By stepping into the unknown you open yourself up to new ways of thinking and being. Solo travelling forces you to grow up because it demands that you be compassionate and mature with regards to how you treat and deal with a culture that isn’t your own, perhaps in a language you may not even understand.

 

You discover more on your own.

Naturally, you’re more likely to meet new people and try out new things since there’s no colleague by your side to accompany you and provide a safety blanket. You can’t rely on your friends to keep you entertained throughout your trip either, so therefore you have to go out and find the adventure yourself. In doing this, you gain the confidence to approach strangers and visit places on your own. And as I always like to say, in the spirit of confidence and openness you attract people who are open-minded, sprinkling tons more excitement to your journey.

Looking back on the group holidays I’ve had, most of the time I didn’t make any new connections or meet new people. Don’t get me wrong I love going away with my friends and family as it’s such a blessing to laugh all day long and strengthen our bond. That said, I believe that solo travelling is the best what to meet locals and really discover your surroundings.

 

You’re your own boss.

As a solo traveller, you have complete freedom to do what you like when you like. You don’t have to answer to anyone because it’s your experience and your choice.

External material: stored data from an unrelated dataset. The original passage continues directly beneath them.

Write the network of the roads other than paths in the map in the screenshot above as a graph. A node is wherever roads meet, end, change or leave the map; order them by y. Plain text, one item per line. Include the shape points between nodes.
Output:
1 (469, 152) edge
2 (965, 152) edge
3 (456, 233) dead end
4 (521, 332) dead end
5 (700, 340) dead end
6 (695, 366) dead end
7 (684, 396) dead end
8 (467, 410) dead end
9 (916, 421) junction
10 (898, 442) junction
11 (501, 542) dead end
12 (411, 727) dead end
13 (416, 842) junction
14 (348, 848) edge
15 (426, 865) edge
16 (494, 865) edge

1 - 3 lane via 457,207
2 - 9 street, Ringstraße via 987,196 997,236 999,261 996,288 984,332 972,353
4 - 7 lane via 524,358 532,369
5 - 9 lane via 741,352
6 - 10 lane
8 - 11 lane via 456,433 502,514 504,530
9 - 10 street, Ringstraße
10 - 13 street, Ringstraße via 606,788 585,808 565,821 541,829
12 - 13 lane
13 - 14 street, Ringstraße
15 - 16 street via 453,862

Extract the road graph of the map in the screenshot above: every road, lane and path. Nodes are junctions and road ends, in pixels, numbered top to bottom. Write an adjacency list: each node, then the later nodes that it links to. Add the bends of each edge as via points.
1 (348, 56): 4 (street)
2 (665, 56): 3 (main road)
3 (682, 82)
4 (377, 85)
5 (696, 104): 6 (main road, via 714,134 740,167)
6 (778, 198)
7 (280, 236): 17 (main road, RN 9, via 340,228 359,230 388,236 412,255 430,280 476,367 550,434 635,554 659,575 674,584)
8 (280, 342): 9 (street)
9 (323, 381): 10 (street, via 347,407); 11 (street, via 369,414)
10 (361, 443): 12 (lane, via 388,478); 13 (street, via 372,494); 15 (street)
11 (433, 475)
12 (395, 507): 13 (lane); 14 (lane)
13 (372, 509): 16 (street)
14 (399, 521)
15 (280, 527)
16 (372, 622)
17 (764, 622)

I see every solo trip as my own little, mini project. I book the flights, I decide on where I’m staying and for how long, and I determine when I want to travel. Where to eat, places to visit, people I speak to, absolutely everything is on my terms and there’s no compromise. This feeling of total freedom is extraordinary and very empowering.

 

Learning to be ok with you.

Solo travelling is a solo experience in which you are at the centre of it. You are alone and that can be very daunting.

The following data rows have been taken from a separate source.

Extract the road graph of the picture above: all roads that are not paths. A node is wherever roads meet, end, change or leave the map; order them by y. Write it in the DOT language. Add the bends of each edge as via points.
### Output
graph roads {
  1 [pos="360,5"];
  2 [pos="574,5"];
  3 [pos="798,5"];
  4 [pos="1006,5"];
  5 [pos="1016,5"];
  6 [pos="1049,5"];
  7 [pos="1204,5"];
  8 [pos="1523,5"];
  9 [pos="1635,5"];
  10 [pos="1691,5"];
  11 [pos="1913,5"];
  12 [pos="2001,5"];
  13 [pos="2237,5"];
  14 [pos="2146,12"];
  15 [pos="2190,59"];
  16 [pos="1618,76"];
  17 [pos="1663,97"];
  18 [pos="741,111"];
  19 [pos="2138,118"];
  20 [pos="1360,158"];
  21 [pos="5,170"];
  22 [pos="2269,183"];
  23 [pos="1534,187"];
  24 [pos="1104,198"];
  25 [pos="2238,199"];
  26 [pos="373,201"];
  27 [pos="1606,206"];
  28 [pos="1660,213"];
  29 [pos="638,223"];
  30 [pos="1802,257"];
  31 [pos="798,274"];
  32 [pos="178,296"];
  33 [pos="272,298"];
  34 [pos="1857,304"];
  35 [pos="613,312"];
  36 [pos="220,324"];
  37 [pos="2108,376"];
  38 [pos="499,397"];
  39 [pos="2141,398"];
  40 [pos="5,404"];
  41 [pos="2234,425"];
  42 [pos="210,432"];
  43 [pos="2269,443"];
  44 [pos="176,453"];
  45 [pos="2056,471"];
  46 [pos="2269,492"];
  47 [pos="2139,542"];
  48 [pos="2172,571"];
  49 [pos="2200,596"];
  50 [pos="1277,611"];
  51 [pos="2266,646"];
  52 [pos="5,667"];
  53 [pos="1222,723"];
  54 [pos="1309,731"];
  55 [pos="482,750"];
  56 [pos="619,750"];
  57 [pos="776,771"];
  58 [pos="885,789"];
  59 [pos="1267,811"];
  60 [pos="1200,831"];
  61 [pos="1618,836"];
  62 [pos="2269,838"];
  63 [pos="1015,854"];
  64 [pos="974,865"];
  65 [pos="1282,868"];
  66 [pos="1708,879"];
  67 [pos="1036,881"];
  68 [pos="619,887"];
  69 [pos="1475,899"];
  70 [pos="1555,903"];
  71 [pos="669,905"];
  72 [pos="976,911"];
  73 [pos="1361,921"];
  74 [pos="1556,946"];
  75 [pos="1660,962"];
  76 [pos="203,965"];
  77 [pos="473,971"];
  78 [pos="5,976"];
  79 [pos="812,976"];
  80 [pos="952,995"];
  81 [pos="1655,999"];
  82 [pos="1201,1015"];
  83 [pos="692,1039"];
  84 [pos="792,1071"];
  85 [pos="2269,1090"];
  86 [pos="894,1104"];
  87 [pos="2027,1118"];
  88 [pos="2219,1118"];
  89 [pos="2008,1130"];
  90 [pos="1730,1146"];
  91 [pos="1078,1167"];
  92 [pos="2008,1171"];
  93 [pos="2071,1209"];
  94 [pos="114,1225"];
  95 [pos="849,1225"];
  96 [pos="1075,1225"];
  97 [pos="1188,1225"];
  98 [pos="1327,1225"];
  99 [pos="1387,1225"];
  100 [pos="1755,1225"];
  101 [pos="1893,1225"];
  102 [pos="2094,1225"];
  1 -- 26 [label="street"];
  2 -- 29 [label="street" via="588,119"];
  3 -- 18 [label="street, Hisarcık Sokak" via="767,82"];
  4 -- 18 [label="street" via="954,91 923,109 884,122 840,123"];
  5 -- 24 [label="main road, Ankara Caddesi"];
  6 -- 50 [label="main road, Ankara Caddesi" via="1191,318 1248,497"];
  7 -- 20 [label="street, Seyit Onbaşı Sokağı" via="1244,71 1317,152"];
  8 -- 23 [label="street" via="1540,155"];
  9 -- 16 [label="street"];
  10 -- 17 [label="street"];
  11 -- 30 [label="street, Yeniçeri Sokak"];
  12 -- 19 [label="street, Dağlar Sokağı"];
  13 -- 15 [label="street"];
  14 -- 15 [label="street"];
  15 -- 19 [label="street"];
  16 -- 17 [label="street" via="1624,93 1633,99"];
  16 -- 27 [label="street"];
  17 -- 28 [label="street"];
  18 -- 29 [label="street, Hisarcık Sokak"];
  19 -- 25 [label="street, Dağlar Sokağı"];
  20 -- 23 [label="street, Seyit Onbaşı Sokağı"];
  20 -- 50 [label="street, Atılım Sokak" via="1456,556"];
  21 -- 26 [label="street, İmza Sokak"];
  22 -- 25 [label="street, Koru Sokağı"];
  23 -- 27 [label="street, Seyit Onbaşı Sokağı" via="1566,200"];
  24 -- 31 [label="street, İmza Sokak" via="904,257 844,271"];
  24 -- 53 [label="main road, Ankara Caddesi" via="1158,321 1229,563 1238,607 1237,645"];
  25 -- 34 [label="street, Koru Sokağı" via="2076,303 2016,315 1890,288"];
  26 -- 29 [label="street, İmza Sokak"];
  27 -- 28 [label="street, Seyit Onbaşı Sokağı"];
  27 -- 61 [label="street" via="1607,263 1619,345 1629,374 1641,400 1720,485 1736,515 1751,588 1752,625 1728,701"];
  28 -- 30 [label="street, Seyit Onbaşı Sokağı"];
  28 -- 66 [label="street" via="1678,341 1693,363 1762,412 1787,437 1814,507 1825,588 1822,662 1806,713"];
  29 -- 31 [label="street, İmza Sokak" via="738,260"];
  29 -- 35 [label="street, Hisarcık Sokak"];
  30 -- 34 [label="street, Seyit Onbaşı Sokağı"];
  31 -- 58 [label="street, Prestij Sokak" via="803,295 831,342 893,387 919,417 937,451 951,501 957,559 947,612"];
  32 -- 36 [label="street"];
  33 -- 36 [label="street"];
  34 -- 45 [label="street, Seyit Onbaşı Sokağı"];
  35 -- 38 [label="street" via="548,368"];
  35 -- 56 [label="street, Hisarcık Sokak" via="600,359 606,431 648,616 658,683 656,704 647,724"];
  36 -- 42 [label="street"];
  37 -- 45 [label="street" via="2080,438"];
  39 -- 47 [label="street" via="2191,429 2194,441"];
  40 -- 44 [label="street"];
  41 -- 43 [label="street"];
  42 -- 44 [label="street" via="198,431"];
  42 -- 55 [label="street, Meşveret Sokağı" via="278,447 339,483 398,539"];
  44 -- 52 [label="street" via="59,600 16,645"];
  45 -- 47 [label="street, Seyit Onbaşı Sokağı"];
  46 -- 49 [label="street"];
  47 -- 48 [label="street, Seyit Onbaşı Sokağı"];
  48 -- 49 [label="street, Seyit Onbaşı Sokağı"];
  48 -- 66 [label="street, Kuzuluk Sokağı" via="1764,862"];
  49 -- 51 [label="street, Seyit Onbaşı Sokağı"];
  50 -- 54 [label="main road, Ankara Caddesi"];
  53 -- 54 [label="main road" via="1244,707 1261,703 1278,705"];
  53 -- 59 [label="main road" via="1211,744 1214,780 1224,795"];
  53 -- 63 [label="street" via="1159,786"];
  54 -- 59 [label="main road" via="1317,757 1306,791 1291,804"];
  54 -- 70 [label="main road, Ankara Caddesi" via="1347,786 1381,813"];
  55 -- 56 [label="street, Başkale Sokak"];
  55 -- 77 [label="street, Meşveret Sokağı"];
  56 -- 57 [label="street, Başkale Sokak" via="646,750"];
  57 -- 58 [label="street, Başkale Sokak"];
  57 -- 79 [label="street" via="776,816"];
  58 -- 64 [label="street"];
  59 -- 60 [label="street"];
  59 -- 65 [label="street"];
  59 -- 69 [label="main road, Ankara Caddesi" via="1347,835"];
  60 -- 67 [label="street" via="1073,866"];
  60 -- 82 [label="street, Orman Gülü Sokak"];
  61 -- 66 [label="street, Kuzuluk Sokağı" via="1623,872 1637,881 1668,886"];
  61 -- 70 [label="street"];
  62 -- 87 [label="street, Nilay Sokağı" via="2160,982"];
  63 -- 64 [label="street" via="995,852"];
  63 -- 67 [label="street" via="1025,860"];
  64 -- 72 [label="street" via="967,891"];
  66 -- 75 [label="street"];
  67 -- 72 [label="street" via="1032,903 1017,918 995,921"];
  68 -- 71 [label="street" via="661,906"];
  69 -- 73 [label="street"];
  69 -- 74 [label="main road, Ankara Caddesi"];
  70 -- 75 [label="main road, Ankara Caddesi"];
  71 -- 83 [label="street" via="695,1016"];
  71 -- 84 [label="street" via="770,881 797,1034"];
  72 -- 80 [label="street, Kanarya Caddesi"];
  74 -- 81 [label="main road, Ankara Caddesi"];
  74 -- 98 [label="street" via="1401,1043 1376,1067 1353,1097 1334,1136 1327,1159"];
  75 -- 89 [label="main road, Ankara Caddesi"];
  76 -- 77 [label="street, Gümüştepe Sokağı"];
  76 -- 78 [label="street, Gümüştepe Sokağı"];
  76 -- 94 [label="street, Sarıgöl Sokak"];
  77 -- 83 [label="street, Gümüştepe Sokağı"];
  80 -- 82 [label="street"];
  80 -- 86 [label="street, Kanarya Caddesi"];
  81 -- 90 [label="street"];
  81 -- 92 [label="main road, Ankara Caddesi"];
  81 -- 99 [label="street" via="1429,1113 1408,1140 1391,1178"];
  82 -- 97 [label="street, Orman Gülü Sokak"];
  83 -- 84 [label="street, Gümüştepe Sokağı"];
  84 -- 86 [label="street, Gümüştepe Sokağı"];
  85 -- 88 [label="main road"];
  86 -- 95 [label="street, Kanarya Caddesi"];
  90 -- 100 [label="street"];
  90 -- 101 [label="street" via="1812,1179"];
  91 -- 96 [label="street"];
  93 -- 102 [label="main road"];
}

When I was in Amsterdam by myself at 19 years old I was learning to love and accept me. I found tremendous peace and strength during this trip because I couldn’t run away from who I was, and I had no other choice but to yield and enjoy my own company. I was given the opportunity to reflect on and reevaluate my life and the future.

There’s much harmony that comes from being in a different location because the mind focuses on absorbing your environment rather than on self-criticism and negative self-talk.

When I came back from Amsterdam I knew I was different. Perhaps that difference wasn’t visible to others. Perhaps it wasn’t even important to others. But I knew that I had changed and I knew I was happier. And in the end, that’s what really counts.